55 Main Street
Flemington, Hunterdon County, New Jersey
By The Artful Diner
August 25, 2008
Printable Copy of this Review
Chef Jonas Gold is the owner of some impressive culinary credentials.
Not only is he a 1991 graduate of the CIA, but he also assisted at the James
Beard House and made significant contributions to the kitchens of Harvest Moon
Inn, Pittstown Inn, and the Fox and Hound Tavern.... So when news began to
circulate that Mr. Gold was returning to his hometown of Flemington, the
opening of 55 Main was eagerly anticipated.

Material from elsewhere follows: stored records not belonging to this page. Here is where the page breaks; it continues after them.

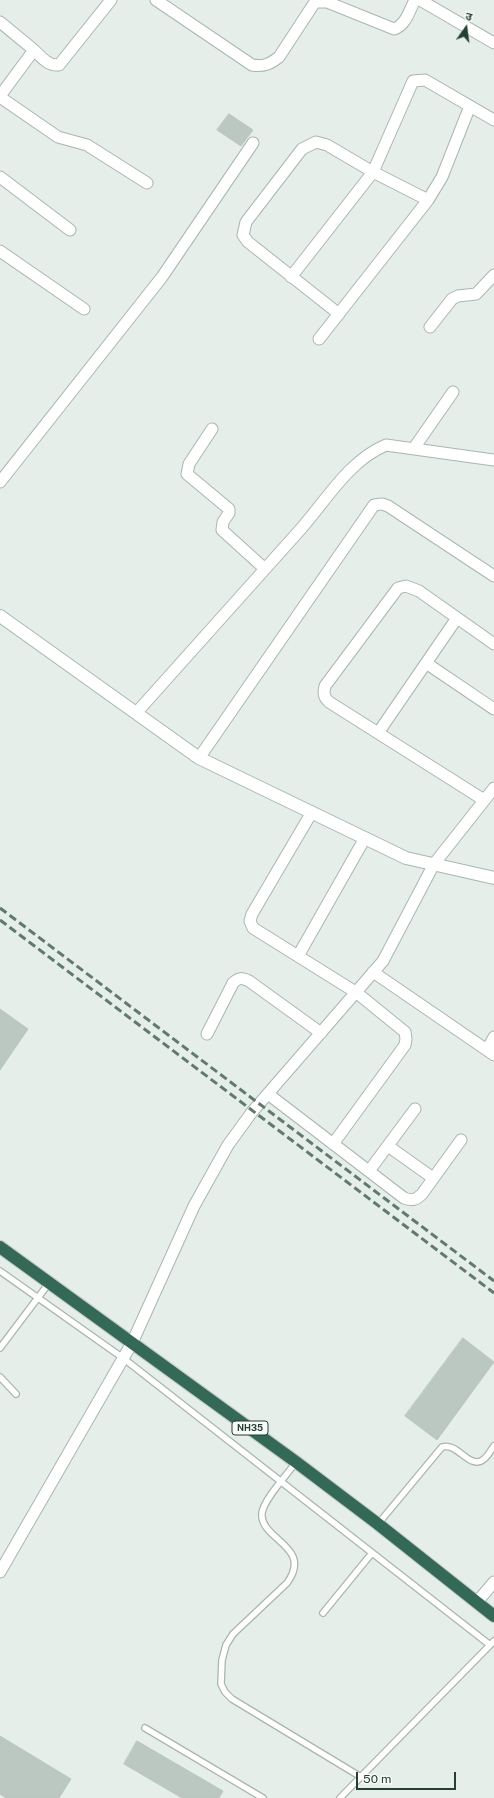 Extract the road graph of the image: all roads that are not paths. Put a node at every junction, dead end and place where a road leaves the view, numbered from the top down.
1 (111, 0) edge
2 (156, 0) edge
3 (415, 0) edge
4 (420, 0) edge
5 (0, 22) edge
6 (494, 43) edge
7 (34, 50) junction
8 (0, 96) edge
9 (470, 106) junction
10 (494, 120) edge
11 (254, 143) dead end
12 (372, 172) junction
13 (0, 177) edge
14 (147, 183) dead end
15 (428, 200) junction
16 (70, 230) dead end
17 (0, 251) edge
18 (494, 275) edge
19 (291, 277) junction
20 (84, 309) dead end
21 (338, 314) junction
22 (430, 327) dead end
23 (319, 339) dead end
24 (453, 392) dead end
25 (212, 429) dead end
26 (414, 448) junction
27 (494, 460) edge
28 (0, 482) edge
29 (265, 569) junction
30 (494, 576) edge
31 (0, 616) edge
32 (456, 618) junction
33 (494, 644) edge
34 (426, 663) junction
35 (494, 709) edge
36 (137, 712) junction
37 (378, 733) junction
38 (199, 758) junction
39 (494, 788) edge
40 (484, 800) junction
41 (312, 812) junction
42 (365, 838) junction
43 (434, 864) junction
44 (494, 878) edge
45 (298, 956) junction
46 (374, 972) junction
47 (357, 993) junction
48 (207, 1034) dead end
49 (321, 1034) junction
50 (494, 1037) edge
51 (490, 1052) edge
52 (268, 1094) junction
53 (415, 1109) dead end
54 (461, 1140) dead end
55 (333, 1144) junction
56 (388, 1146) junction
57 (369, 1171) junction
58 (433, 1178) junction
59 (0, 1247) edge
60 (0, 1270) edge
61 (49, 1283) junction
62 (37, 1297) junction
63 (132, 1343) junction
64 (0, 1348) edge
65 (123, 1358) junction
66 (0, 1377) edge
67 (16, 1394) dead end
68 (494, 1446) edge
69 (296, 1462) junction
70 (281, 1482) junction
71 (378, 1524) junction
72 (372, 1553) junction
73 (0, 1572) edge
74 (494, 1582) edge
75 (477, 1602) junction
76 (323, 1613) dead end
77 (494, 1616) edge
78 (492, 1643) edge
79 (145, 1728) dead end
80 (361, 1777) junction
81 (263, 1798) edge
82 (340, 1798) edge

1 - 7 street
2 - 3 street
4 - 6 street
5 - 7 street
7 - 8 street
8 - 14 street
9 - 10 street
9 - 12 street
9 - 15 street
11 - 28 street
12 - 15 street
12 - 19 street
12 - 19 street
13 - 16 street
15 - 21 street
17 - 20 street
18 - 22 street
19 - 21 street
21 - 23 street
24 - 26 street
25 - 29 street
26 - 27 street
26 - 29 street
29 - 36 street
30 - 38 street
31 - 36 street
32 - 33 street
32 - 34 street
32 - 37 street
34 - 35 street
34 - 37 street
36 - 38 street
37 - 40 street
38 - 41 street
39 - 40 street
40 - 43 street
41 - 42 street
41 - 45 street
42 - 43 street
42 - 45 street
43 - 44 street
43 - 46 street
45 - 47 street
46 - 47 street
46 - 51 street
47 - 49 street
47 - 55 street
48 - 49 street
49 - 52 street
50 - 51 street
52 - 55 street
52 - 63 street
53 - 56 street
54 - 58 street
55 - 57 street
56 - 57 street
56 - 58 street
57 - 58 street
59 - 61 highway, NH35
60 - 62 lane
61 - 62 lane
61 - 63 highway, NH35
62 - 64 lane
62 - 65 lane
63 - 65 street
63 - 69 highway, NH35
65 - 70 lane
65 - 73 street
66 - 67 lane
68 - 71 lane
69 - 70 lane
69 - 71 highway, NH35
70 - 72 lane
70 - 80 lane
71 - 75 highway, NH35
72 - 76 lane
72 - 78 lane
74 - 75 street
75 - 77 highway, NH35
78 - 80 lane
79 - 81 lane
80 - 82 lane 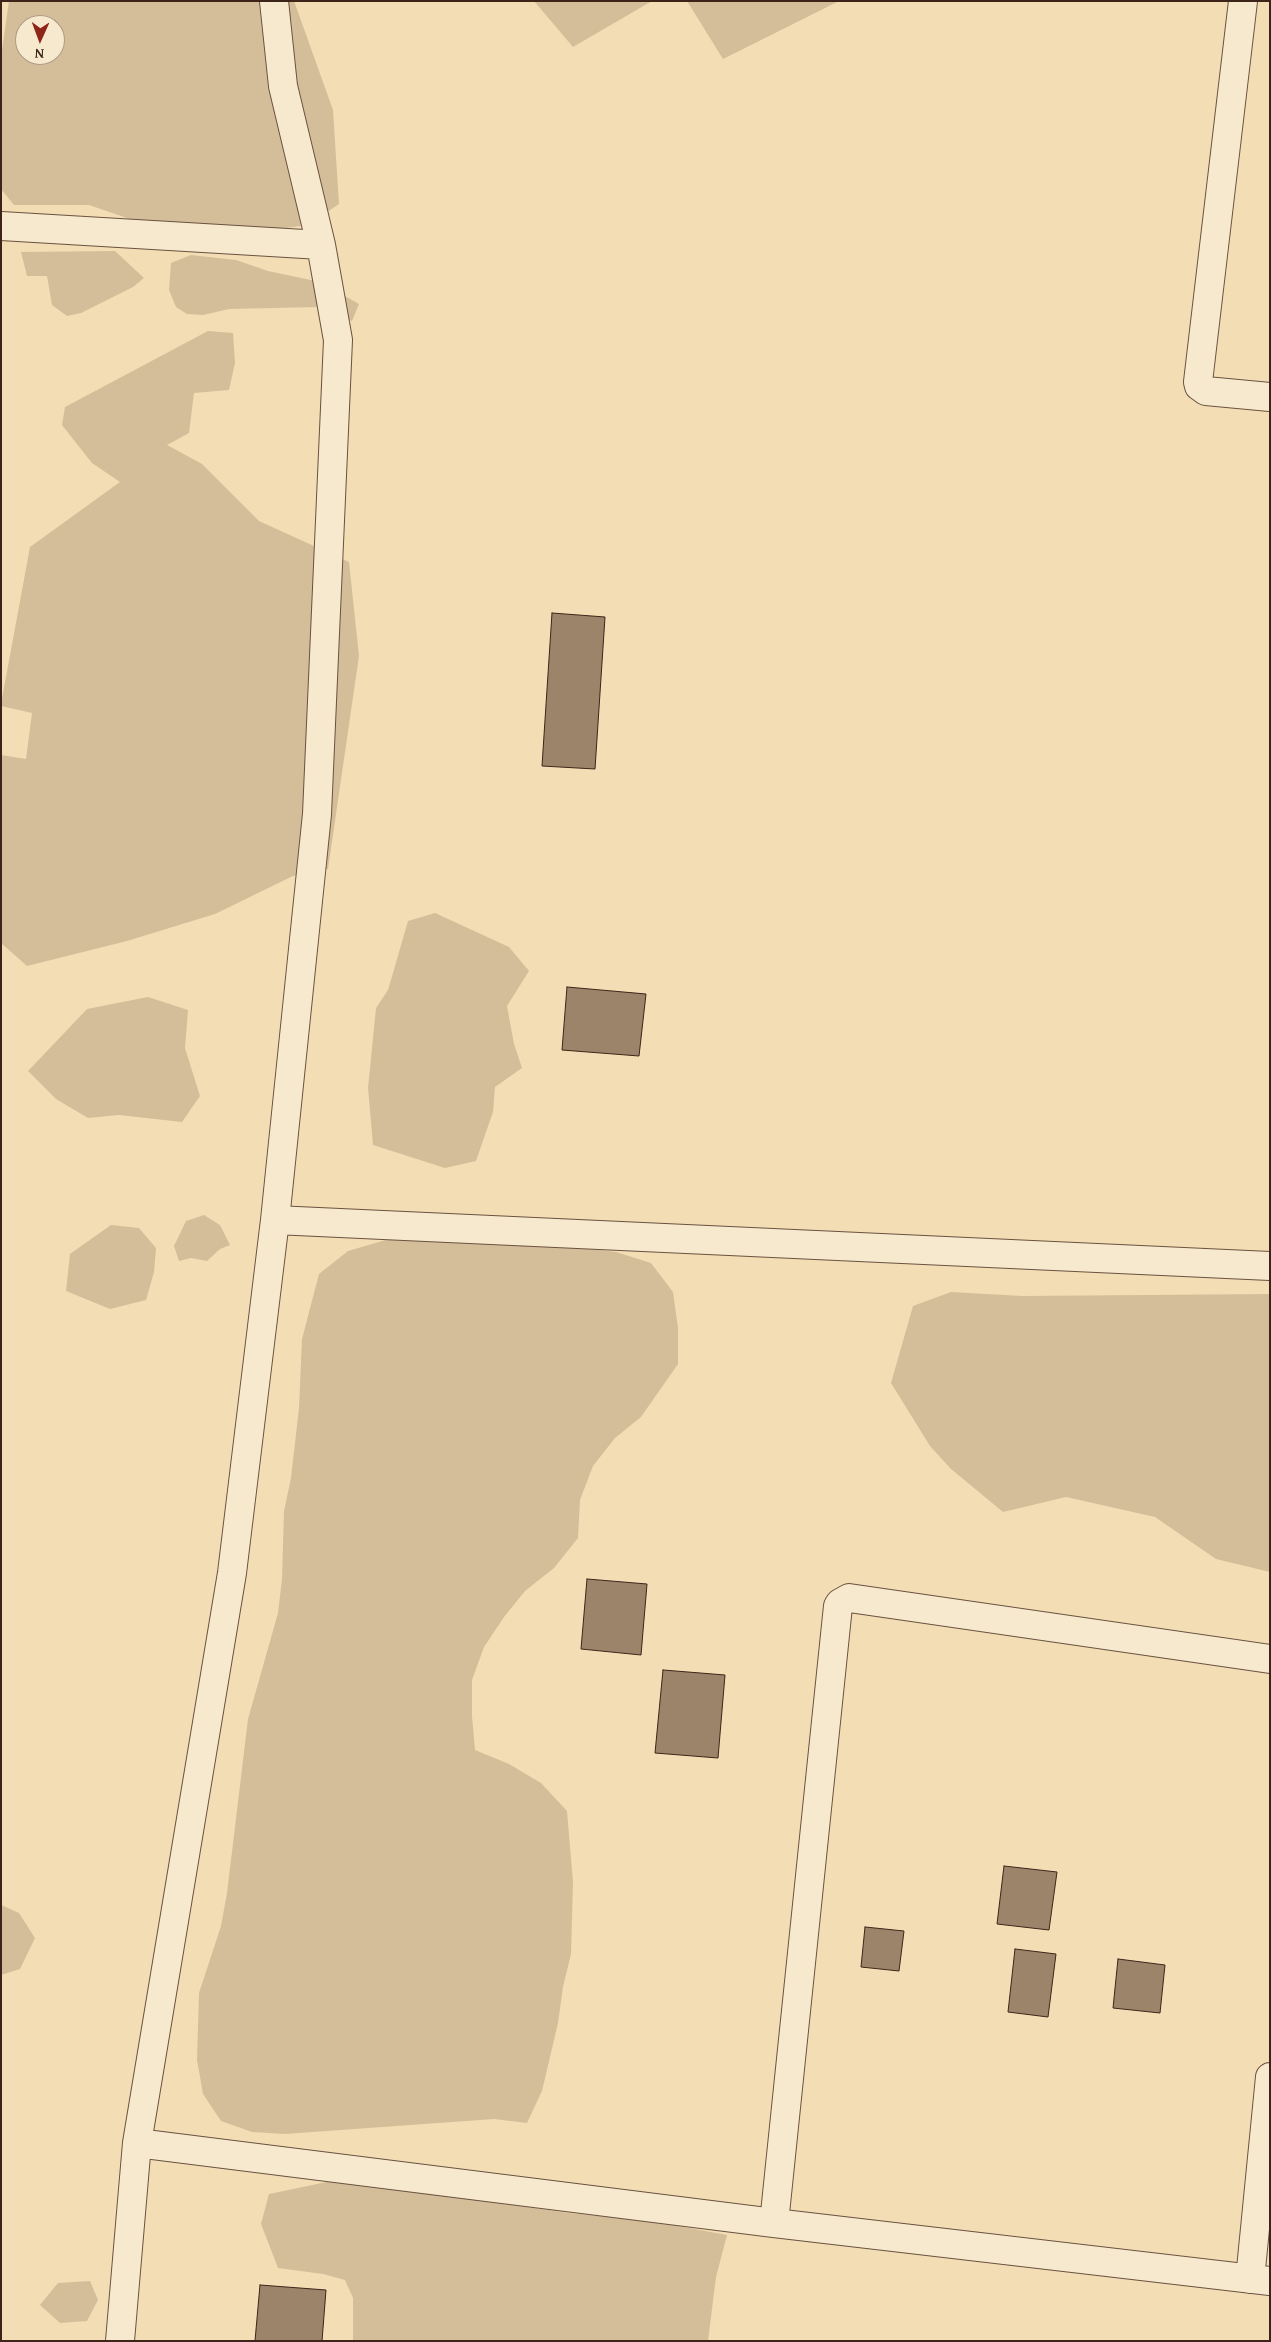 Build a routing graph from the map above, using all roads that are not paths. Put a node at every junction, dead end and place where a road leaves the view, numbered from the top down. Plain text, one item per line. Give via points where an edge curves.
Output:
1 (274, 1) edge
2 (1243, 1) edge
3 (1, 226) edge
4 (321, 245) junction
5 (1270, 397) edge
6 (275, 1220) junction
7 (1270, 1266) edge
8 (1270, 1659) edge
9 (1270, 2077) edge
10 (137, 2143) junction
11 (774, 2224) junction
12 (1260, 2280) edge
13 (120, 2341) edge

1 - 4 street via 283,86
2 - 5 street via 1198,382 1206,391
3 - 4 street
4 - 6 street via 338,340 317,814
6 - 7 street
6 - 10 street via 232,1573
8 - 11 street via 849,1598 840,1603
9 - 12 street
10 - 11 street
10 - 13 street
11 - 12 street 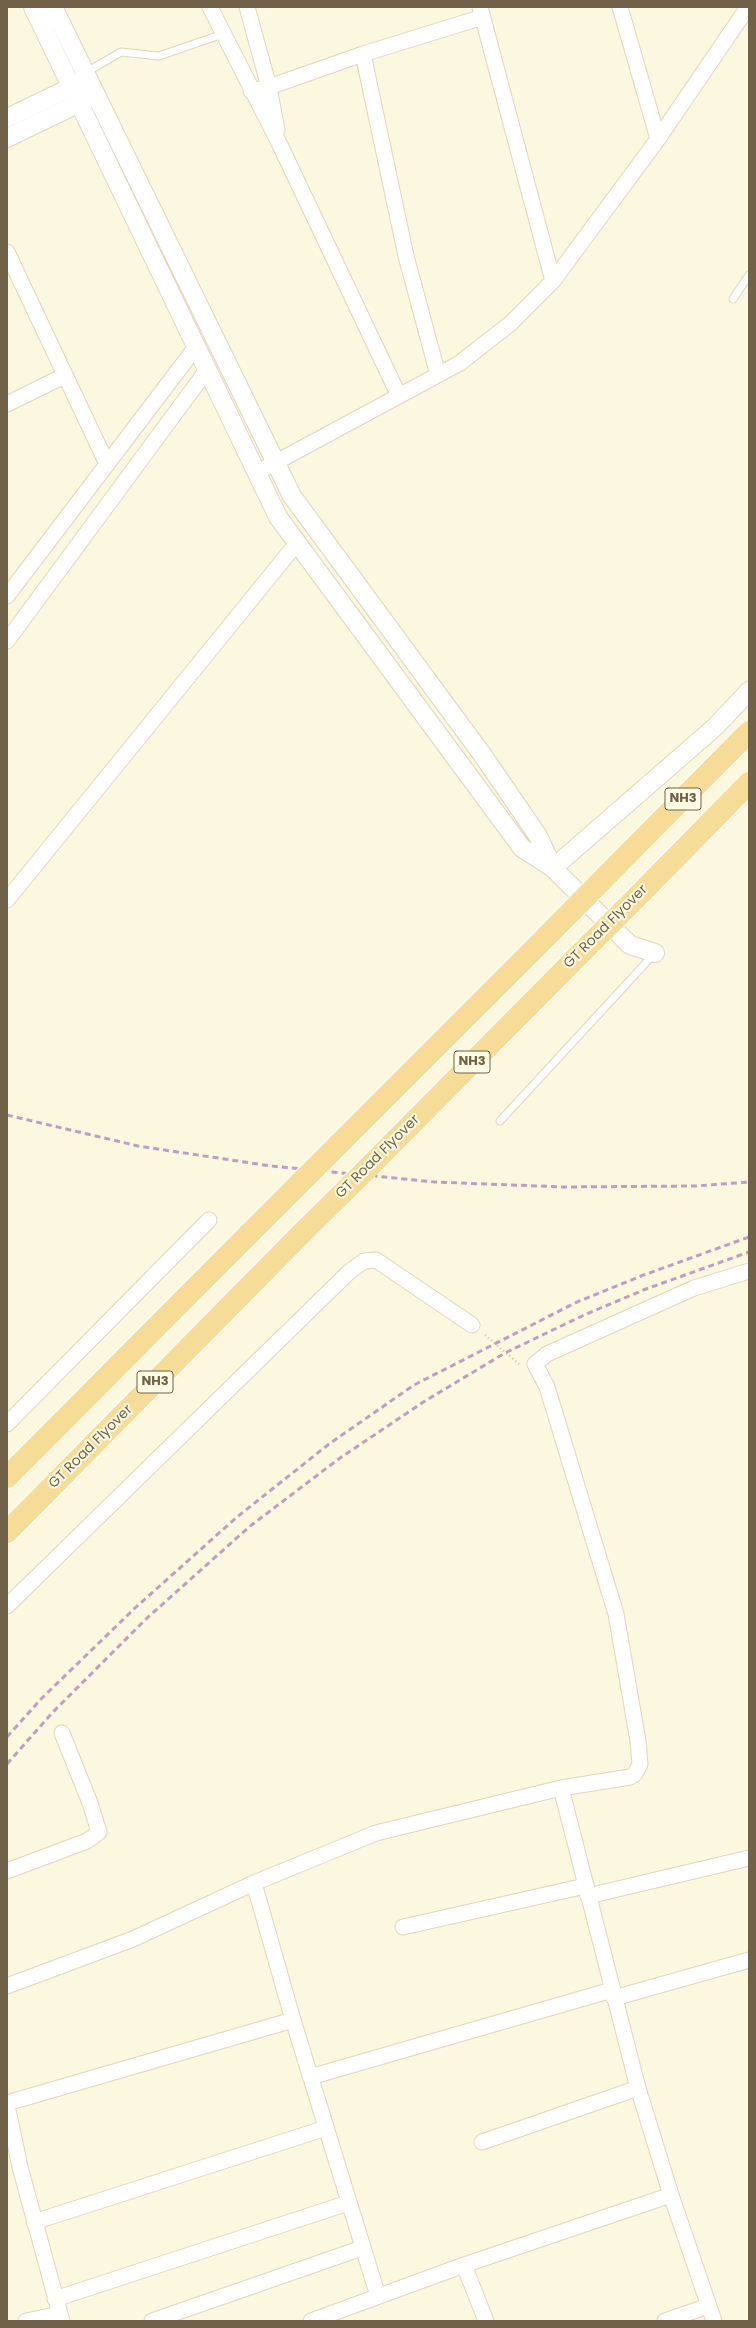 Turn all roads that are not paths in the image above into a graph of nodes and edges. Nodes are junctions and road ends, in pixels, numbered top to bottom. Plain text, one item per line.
1 (33, 7) edge
2 (53, 7) edge
3 (210, 7) edge
4 (247, 7) edge
5 (620, 7) edge
6 (748, 7) edge
7 (482, 12) edge
8 (223, 34) junction
9 (363, 54) junction
10 (90, 82) junction
11 (269, 87) junction
12 (251, 91) junction
13 (75, 95) junction
14 (7, 118) edge
15 (7, 138) edge
16 (658, 139) junction
17 (280, 145) junction
18 (9, 262) edge
19 (749, 275) edge
20 (553, 281) junction
21 (733, 299) dead end
22 (196, 348) junction
23 (207, 370) junction
24 (438, 375) junction
25 (64, 376) junction
26 (399, 396) junction
27 (7, 404) edge
28 (275, 463) junction
29 (107, 464) junction
30 (256, 473) junction
31 (296, 543) junction
32 (7, 596) edge
33 (7, 641) edge
34 (749, 691) edge
35 (749, 732) edge
36 (749, 783) edge
37 (553, 868) junction
38 (7, 900) edge
39 (655, 953) joint
40 (500, 1121) dead end
41 (209, 1220) dead end
42 (749, 1271) edge
43 (472, 1325) road end
44 (7, 1424) edge
45 (7, 1477) edge
46 (7, 1532) edge
47 (7, 1606) edge
48 (62, 1733) dead end
49 (561, 1788) junction
50 (749, 1858) edge
51 (7, 1871) edge
52 (254, 1884) junction
53 (587, 1891) junction
54 (403, 1927) dead end
55 (749, 1960) edge
56 (7, 1986) edge
57 (613, 1994) junction
58 (293, 2020) junction
59 (310, 2077) junction
60 (638, 2088) junction
61 (7, 2104) edge
62 (326, 2128) junction
63 (482, 2142) dead end
64 (671, 2195) junction
65 (348, 2203) junction
66 (34, 2222) junction
67 (362, 2248) junction
68 (464, 2265) junction
69 (378, 2296) junction
70 (55, 2299) junction
71 (708, 2306) junction
72 (61, 2317) edge
73 (26, 2321) edge
74 (152, 2321) edge
75 (311, 2321) edge
76 (486, 2321) edge
77 (665, 2321) edge
78 (714, 2321) edge

1 - 13 street
2 - 10 street
3 - 8 street
4 - 11 street
5 - 16 street
6 - 16 street
7 - 9 street
7 - 20 street
8 - 10 lane
8 - 12 street
9 - 11 street
9 - 24 street
10 - 13 street
10 - 28 street
11 - 12 street
11 - 17 street
12 - 17 street
13 - 14 street
13 - 15 street
13 - 22 street
16 - 20 street
17 - 26 street
18 - 25 street
19 - 21 lane
20 - 24 street
22 - 23 street
22 - 29 street
23 - 30 street
23 - 33 street
24 - 26 street
25 - 27 street
25 - 29 street
26 - 28 street
28 - 30 street
28 - 37 street
29 - 32 street
30 - 31 street
31 - 37 street
31 - 38 street
34 - 37 street
35 - 45 highway, NH3, bridge
36 - 46 highway, GT Road Flyover / NH3, bridge
37 - 39 street
39 - 40 lane
41 - 44 street
42 - 49 street
43 - 47 street
48 - 51 street
49 - 52 street
49 - 53 street
50 - 53 street
52 - 56 street
52 - 58 street
53 - 54 street
53 - 57 street
55 - 57 street
57 - 59 street
57 - 60 street
58 - 59 street
58 - 61 street
59 - 62 street
60 - 63 street
60 - 64 street
61 - 66 street
62 - 65 street
62 - 66 street
64 - 68 street
64 - 71 street
65 - 67 street
65 - 70 street
66 - 70 street
67 - 69 street
67 - 74 street
68 - 69 street
68 - 76 street
69 - 75 street
70 - 72 street
71 - 77 street
71 - 78 street
72 - 73 street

And the critics have been positively effusive... ditto the comments of
patrons on various food/restaurant forums. After several recent visits,
however, I must confess that I've come away with decidedly mixed emotions.
I do like the restaurant itself. The former ice cream parlor is a long,
narrow space that has been lovingly renovated -- a good deal of the work done
by Mr. Gold himself -- and now boasts a minimalist décor of ice blue walls,
white napery & large white china plates, and classic black and white framed
photographs. The interior lines are clean yet warm and completely
unencumbered... but they stand in sharp contrast to the cuisine, which, at
times, seems ponderous and heavy handed.
But let me immediately qualify that statement. The desserts, simple yet
seductive, are, in my opinion, the most consistent items produced in 55 Main's
kitchen. Appetizers are something of a mixed bag: Several border upon the
sublime, while others suffer from either too much or too little of a good
thing. Entrées, though, are problematic. Some seem cumbersome and/or
convoluted; still others look like the various components have been piled
willy-nilly upon the plate with little or no thought given over to possible
To paraphrase an old axiom, life is short... so let's begin with dessert.
Both the lemon tart and the Key lime pie are superb. In both cases, the crusts
exhibit just the proper texture, and the fillings are mouthwateringly tangy.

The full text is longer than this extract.